__Input for this task__.

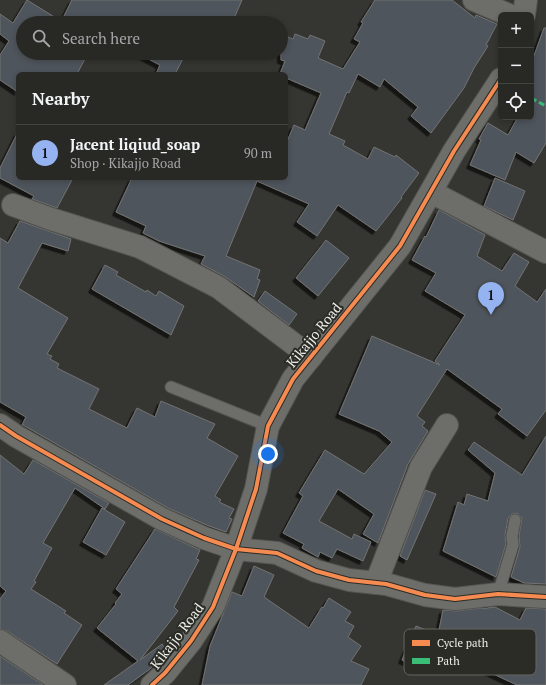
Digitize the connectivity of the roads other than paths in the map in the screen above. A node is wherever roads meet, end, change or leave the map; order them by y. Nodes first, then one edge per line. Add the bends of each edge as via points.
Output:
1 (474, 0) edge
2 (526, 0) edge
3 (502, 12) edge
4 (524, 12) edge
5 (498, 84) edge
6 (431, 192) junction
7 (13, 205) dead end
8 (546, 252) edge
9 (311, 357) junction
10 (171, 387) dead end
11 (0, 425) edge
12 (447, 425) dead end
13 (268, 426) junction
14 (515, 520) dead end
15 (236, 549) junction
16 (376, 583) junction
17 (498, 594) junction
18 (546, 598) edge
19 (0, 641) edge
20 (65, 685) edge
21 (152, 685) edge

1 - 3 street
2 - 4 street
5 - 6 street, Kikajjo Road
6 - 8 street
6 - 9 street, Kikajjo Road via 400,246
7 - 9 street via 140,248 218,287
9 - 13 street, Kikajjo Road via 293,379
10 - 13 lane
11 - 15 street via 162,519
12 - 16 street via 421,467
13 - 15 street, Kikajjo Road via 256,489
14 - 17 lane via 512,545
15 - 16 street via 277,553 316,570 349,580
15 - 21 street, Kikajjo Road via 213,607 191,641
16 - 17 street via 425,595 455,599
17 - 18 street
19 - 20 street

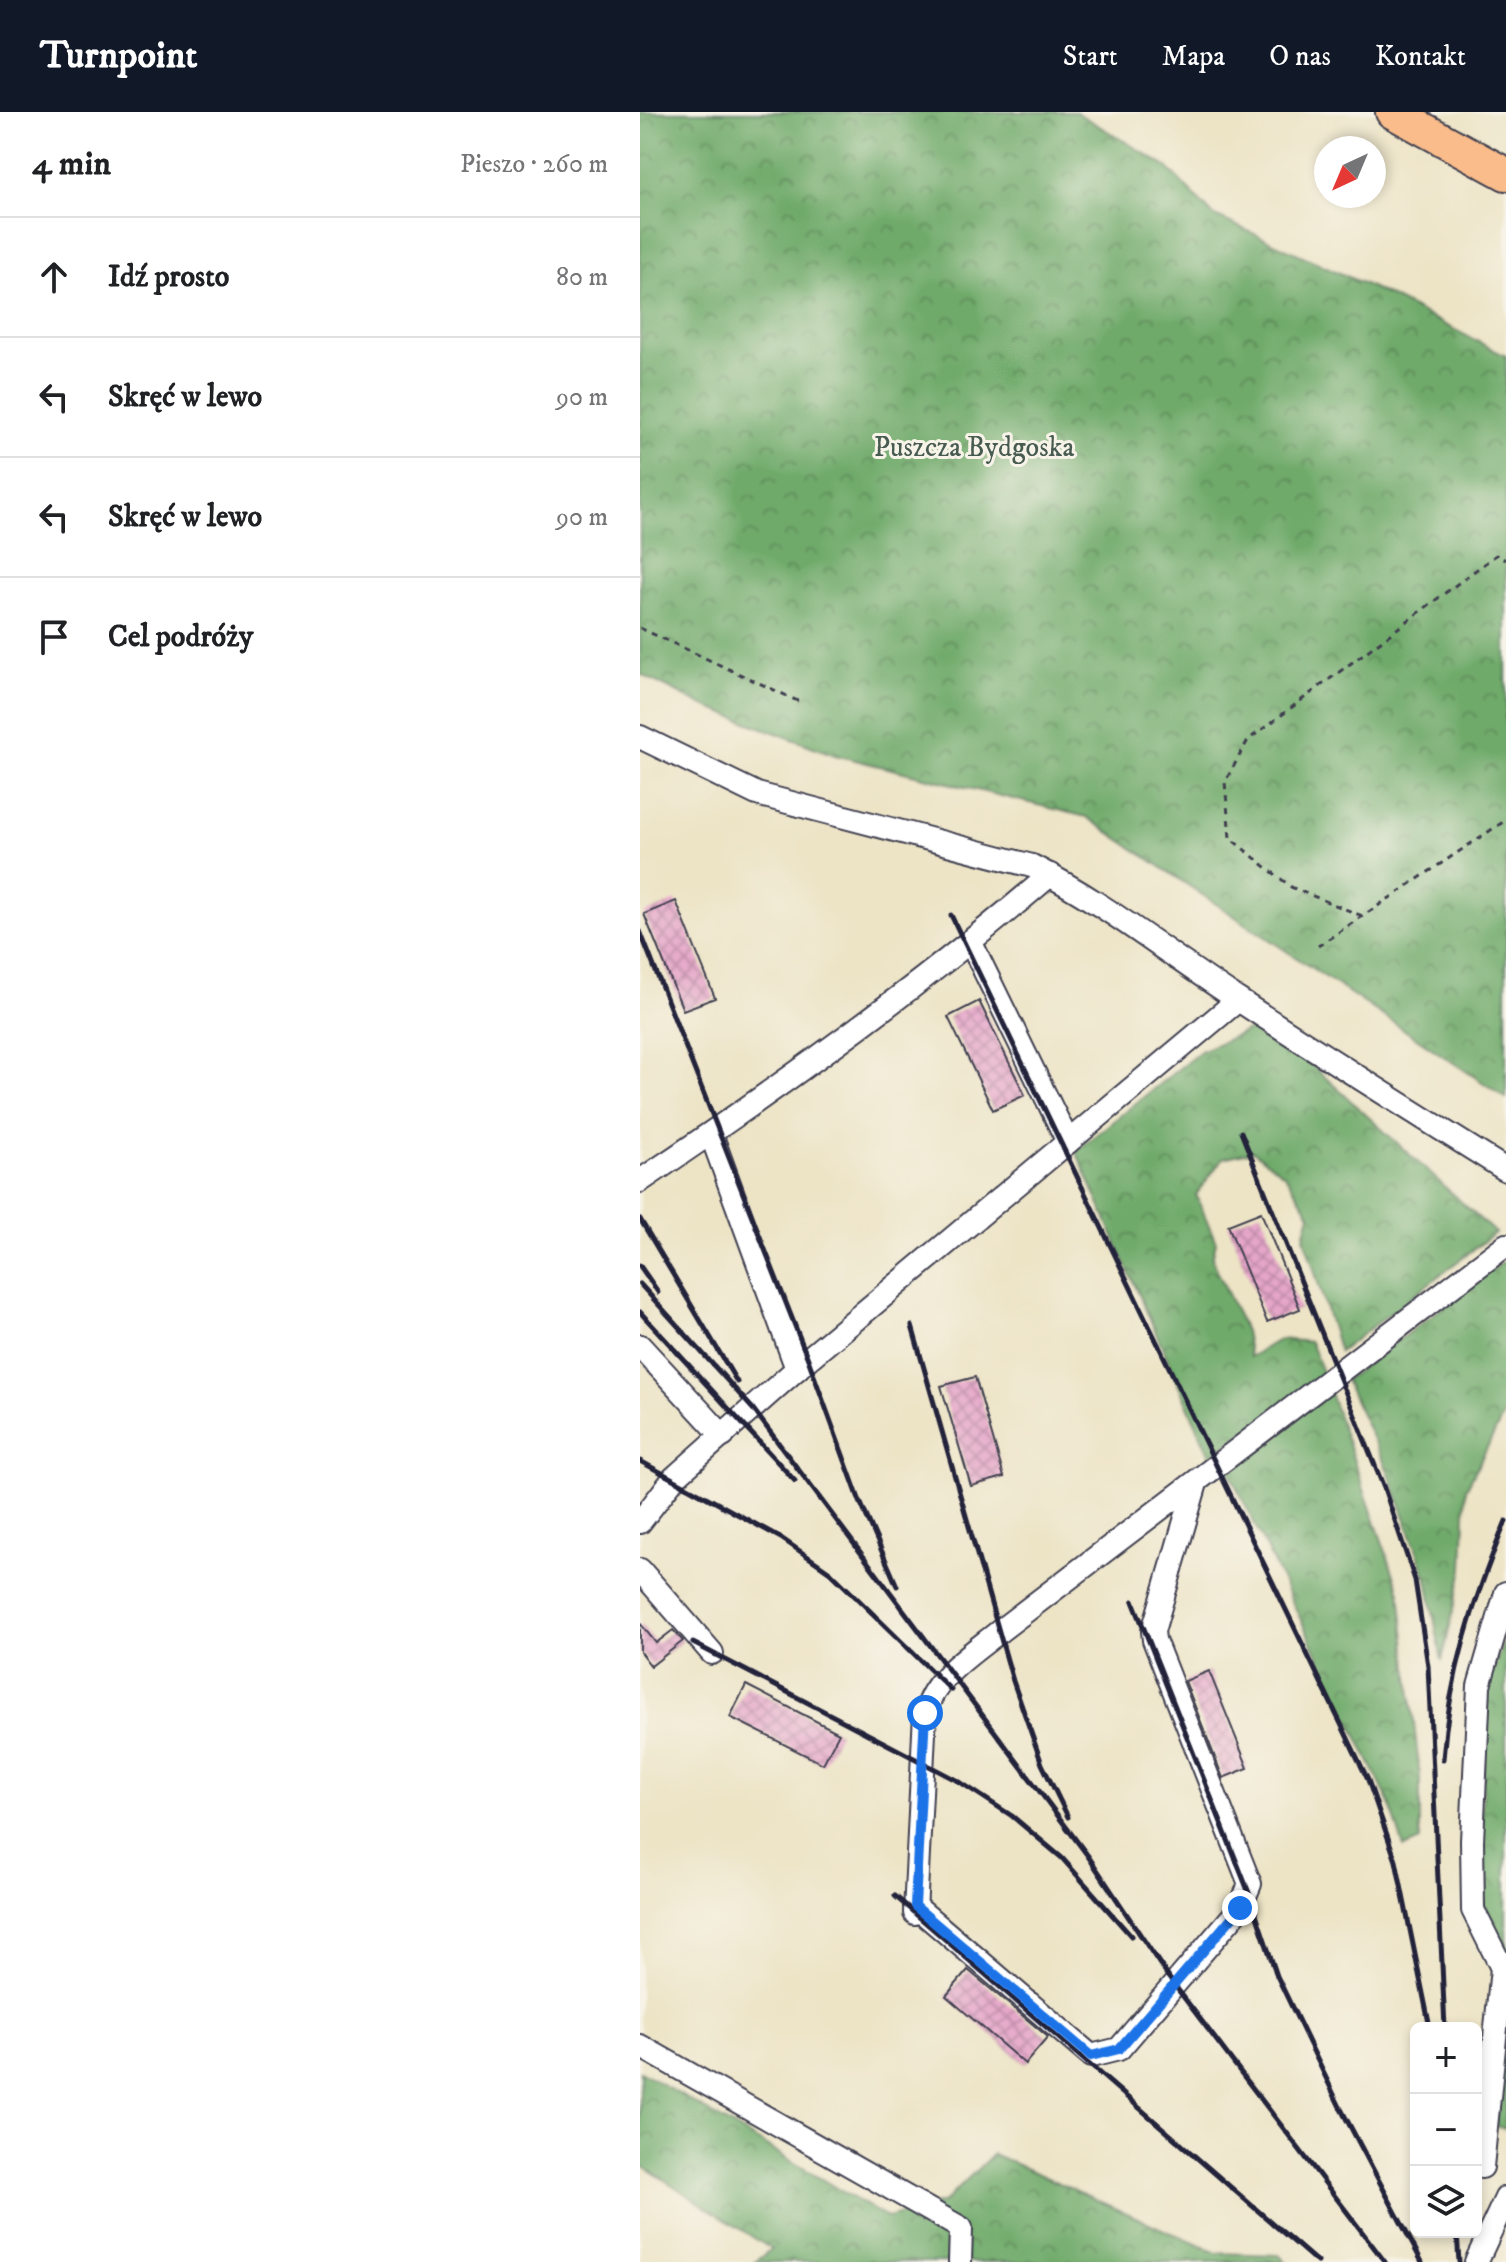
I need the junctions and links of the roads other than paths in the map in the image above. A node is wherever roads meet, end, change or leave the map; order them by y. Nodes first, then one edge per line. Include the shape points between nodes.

__What to work on__. Your response must consist of the material above, reproduced word for word, with the images omitted.

__Exercise answer__.
Digitize the connectivity of the roads other than paths in the map in the screen above. A node is wherever roads meet, end, change or leave the map; order them by y. Nodes first, then one edge per line. Add the bends of each edge as via points.
Output:
1 (474, 0) edge
2 (526, 0) edge
3 (502, 12) edge
4 (524, 12) edge
5 (498, 84) edge
6 (431, 192) junction
7 (13, 205) dead end
8 (546, 252) edge
9 (311, 357) junction
10 (171, 387) dead end
11 (0, 425) edge
12 (447, 425) dead end
13 (268, 426) junction
14 (515, 520) dead end
15 (236, 549) junction
16 (376, 583) junction
17 (498, 594) junction
18 (546, 598) edge
19 (0, 641) edge
20 (65, 685) edge
21 (152, 685) edge

1 - 3 street
2 - 4 street
5 - 6 street, Kikajjo Road
6 - 8 street
6 - 9 street, Kikajjo Road via 400,246
7 - 9 street via 140,248 218,287
9 - 13 street, Kikajjo Road via 293,379
10 - 13 lane
11 - 15 street via 162,519
12 - 16 street via 421,467
13 - 15 street, Kikajjo Road via 256,489
14 - 17 lane via 512,545
15 - 16 street via 277,553 316,570 349,580
15 - 21 street, Kikajjo Road via 213,607 191,641
16 - 17 street via 425,595 455,599
17 - 18 street
19 - 20 street

I need the junctions and links of the roads other than paths in the map in the image above. A node is wherever roads meet, end, change or leave the map; order them by y. Nodes first, then one edge per line. Include the shape points between nodes.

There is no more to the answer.